### PROBLEM DETAILS
Read the data below. Every line holding the string "North" must be copied.

◇ ◇ ◇

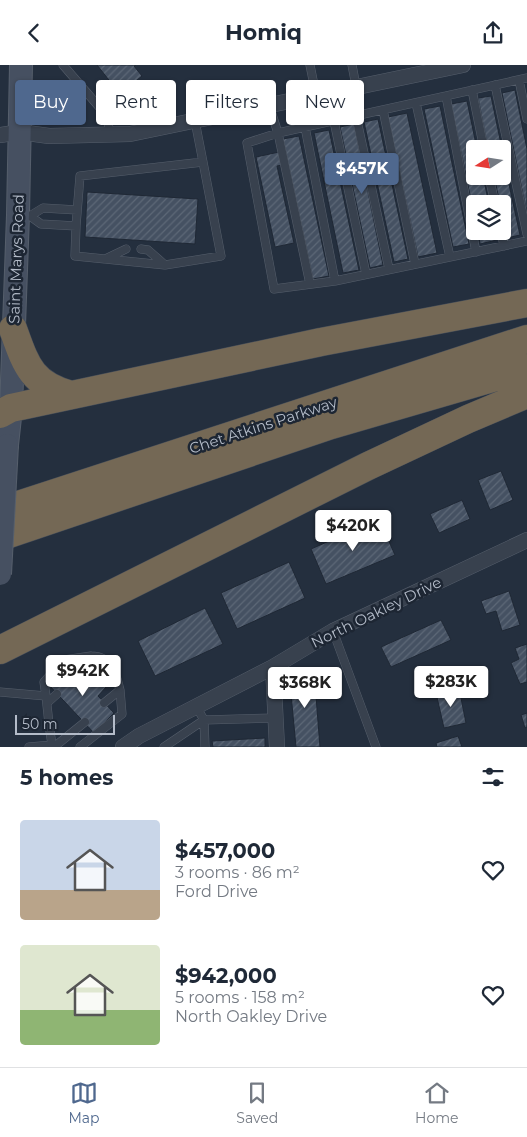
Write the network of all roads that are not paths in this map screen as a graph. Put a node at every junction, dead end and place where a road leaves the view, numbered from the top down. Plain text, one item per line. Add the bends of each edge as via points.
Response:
1 (21, 65) edge
2 (64, 65) edge
3 (310, 65) edge
4 (352, 65) edge
5 (463, 65) edge
6 (523, 79) edge
7 (313, 80) edge
8 (355, 80) edge
9 (364, 84) edge
10 (495, 85) junction
11 (472, 90) junction
12 (446, 96) junction
13 (96, 103) edge
14 (416, 103) junction
15 (383, 110) junction
16 (364, 114) edge
17 (527, 119) edge
18 (186, 123) edge
19 (108, 125) edge
20 (196, 125) edge
21 (275, 125) edge
22 (315, 125) edge
23 (335, 125) edge
24 (358, 125) edge
25 (306, 127) junction
26 (278, 133) junction
27 (10, 134) edge
28 (110, 135) junction
29 (482, 140) edge
30 (204, 162) junction
31 (77, 210) junction
32 (24, 215) junction
33 (76, 226) junction
34 (527, 234) edge
35 (503, 240) edge
36 (527, 241) edge
37 (504, 246) junction
38 (126, 249) dead end
39 (141, 249) dead end
40 (476, 251) junction
41 (450, 257) junction
42 (104, 259) junction
43 (415, 264) junction
44 (165, 265) junction
45 (390, 269) junction
46 (366, 274) junction
47 (335, 281) junction
48 (310, 284) junction
49 (527, 303) edge
50 (13, 329) junction
51 (527, 339) edge
52 (527, 368) edge
53 (527, 394) edge
54 (71, 395) junction
55 (5, 411) edge
56 (0, 511) edge
57 (0, 537) edge
58 (527, 540) edge
59 (0, 573) edge
60 (333, 631) junction
61 (0, 650) edge
62 (91, 657) junction
63 (273, 667) junction
64 (74, 676) dead end
65 (120, 690) junction
66 (0, 692) edge
67 (57, 693) dead end
68 (46, 699) junction
69 (104, 703) dead end
70 (196, 706) junction
71 (275, 718) junction
72 (204, 720) junction
73 (84, 722) dead end
74 (53, 746) edge
75 (30, 747) edge
76 (80, 747) edge
77 (122, 747) edge
78 (164, 747) edge
79 (205, 747) edge
80 (276, 747) edge
81 (376, 747) edge

1 - 27 street, Saint Marys Road
2 - 13 lane
3 - 7 lane
4 - 8 lane
5 - 9 street
6 - 10 lane
6 - 17 lane
10 - 11 lane
10 - 34 lane
11 - 12 lane
11 - 29 lane
12 - 14 lane
12 - 40 lane
14 - 15 lane
14 - 41 lane
15 - 16 lane
15 - 43 lane
18 - 28 street
19 - 28 lane
20 - 30 lane
21 - 26 lane
22 - 25 lane
23 - 46 lane
24 - 45 lane
25 - 26 lane
25 - 47 lane
26 - 48 lane
26 - 48 lane via 247,143 274,289
27 - 28 street
27 - 32 street, Saint Marys Road
30 - 31 lane via 80,176
30 - 44 lane via 221,256
31 - 32 lane via 43,208
31 - 33 lane
32 - 33 lane via 41,224
32 - 50 street, Saint Marys Road via 11,282
33 - 42 lane via 76,256
35 - 37 lane
36 - 37 lane
37 - 40 lane
38 - 42 lane
39 - 44 lane via 148,250
40 - 41 lane
41 - 43 lane
42 - 44 lane
43 - 45 lane
45 - 46 lane
46 - 47 lane
47 - 48 lane
49 - 54 highway via 320,342
50 - 54 highway via 32,371 43,383
50 - 55 street, Saint Marys Road
51 - 56 highway, Chet Atkins Parkway
52 - 57 highway, Chet Atkins Parkway via 331,425
53 - 61 highway via 368,466
54 - 55 highway
55 - 59 street, Saint Marys Road, bridge via 7,445
58 - 60 street, North Oakley Drive
60 - 63 street, North Oakley Drive
60 - 81 lane
62 - 64 lane
62 - 65 lane via 105,659 116,675
62 - 68 lane via 64,660 44,682
63 - 70 street, North Oakley Drive
63 - 71 street
65 - 69 lane
65 - 76 lane via 122,714
66 - 68 lane
67 - 68 lane
68 - 74 lane
70 - 72 lane
70 - 77 street, North Oakley Drive
71 - 72 lane
71 - 80 street
72 - 78 lane
72 - 79 lane
73 - 74 lane
74 - 75 lane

◇ ◇ ◇

### WORKED SOLUTION
58 - 60 street, North Oakley Drive
60 - 63 street, North Oakley Drive
63 - 70 street, North Oakley Drive
70 - 77 street, North Oakley Drive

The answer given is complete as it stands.